Rain tree gets a raw deal from BBMP

Rain tree gets a raw deal from BBMP
Subhash Chandra N S and Sandeep Moudgal, June 27, Bangalore, DH News Service:

Long cherished for being a part of the City’s green canopy, the rain tree (Samanea samans) is on the verge of losing its roots in Bangalore.

Long cherished for being a part of the City’s green canopy, the rain tree (Samanea samans) is on the verge of losing its roots in Bangalore. As if their periodic felling for road-widening projects wasn’t enough, the Bruhat Bangalore Mahanagara Palike (BBMP) has completely taken out the rain tree from its list of tree species selected for an afforestation programme.

Five lakh saplings are to be planted under the BBMP’s ambitious initiative. The Palike has shortlisted eight species of trees, all of which with a crown less than that of the rain tree. Species such as rosea, tabobia, avalan, techoma, alsenia, mahgony and pongamia will now adorn the roadsides.

The BBMP move has angered tree lovers in the City. “It is a tragedy that such a beautiful tree with a huge canopy is not on the list. Already, we are losing many shade-giving trees,” rued Sunil Kumar M, an environmentalist.

M B Krishna, a City-based ornithologist, explained that the rain tree was an interesting species, the leaves of which periodically closed to allow the ground heat to escape. Its large canopy and fast growth helped to lower the surrounding temperature. “It had its effect on the City’s climate with its wide canopy.

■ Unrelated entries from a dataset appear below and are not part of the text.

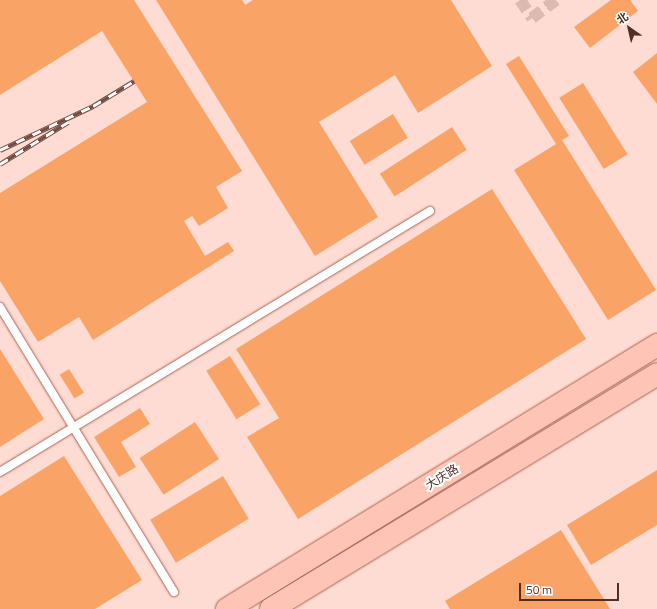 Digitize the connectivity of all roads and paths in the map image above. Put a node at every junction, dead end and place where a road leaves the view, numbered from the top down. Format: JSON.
{"nodes":[{"id":1,"x":430,"y":211,"type":"dead end"},
{"id":2,"x":0,"y":307,"type":"edge"},
{"id":3,"x":657,"y":345,"type":"edge"},
{"id":4,"x":657,"y":374,"type":"edge"},
{"id":5,"x":74,"y":427,"type":"junction"},
{"id":6,"x":0,"y":472,"type":"edge"},
{"id":7,"x":174,"y":592,"type":"dead end"},
{"id":8,"x":227,"y":609,"type":"edge"},
{"id":9,"x":271,"y":609,"type":"edge"}],
"edges":[{"from":1,"to":5,"type":"lane"},
{"from":2,"to":5,"type":"lane"},
{"from":3,"to":8,"type":"main road","name":"大庆路"},
{"from":4,"to":9,"type":"main road","name":"大庆路"},
{"from":5,"to":6,"type":"lane"},
{"from":5,"to":7,"type":"lane"}]}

That umbrella will go now,” he said.
With its wide cover and shade, the rain tree also protected the Bangalore’s avian flock, especially raptors like owls, which will now be rendered homeless.

Corruption and Ignorance

The BBMP had allowed thousands of rain trees to be felled in recent times to widen roads and reduce traffic woes. But according to retired High Court judge, Justice M F Saldanha, who has a special affection for rain trees, timber value of the trees was probably the reason for the mindless felling of rain trees. “We need expert suggestions, which is not happening at the BBMP level. Those who make decisions are neither trained in forestry nor guided by experts,” he said.

But BBMP officials and senior environmentalist, Dr A N Yelappa Reddy, said the decision to do away with rain trees was justified.

“This decision is based on recommendations made in 2003. With the City facing a space problem, we cannot afford these trees with huge crowns,” he said.

Urban conditions, he explained, required trees with small crowns that did not block roads when uprooted. “Frequent digging of roads for laying cables will weaken the trees, leading to their uprooting. It is not eco-friendly,” he said. He said the decision to leave out the rain tree was not taken in haste, and a lot of study had gone into it.

But cannot the tree be grown in parks or mini-forest patches? Reddy said this, too, would not be possible, as the tree’s huge canopy did not allow any undergrowth.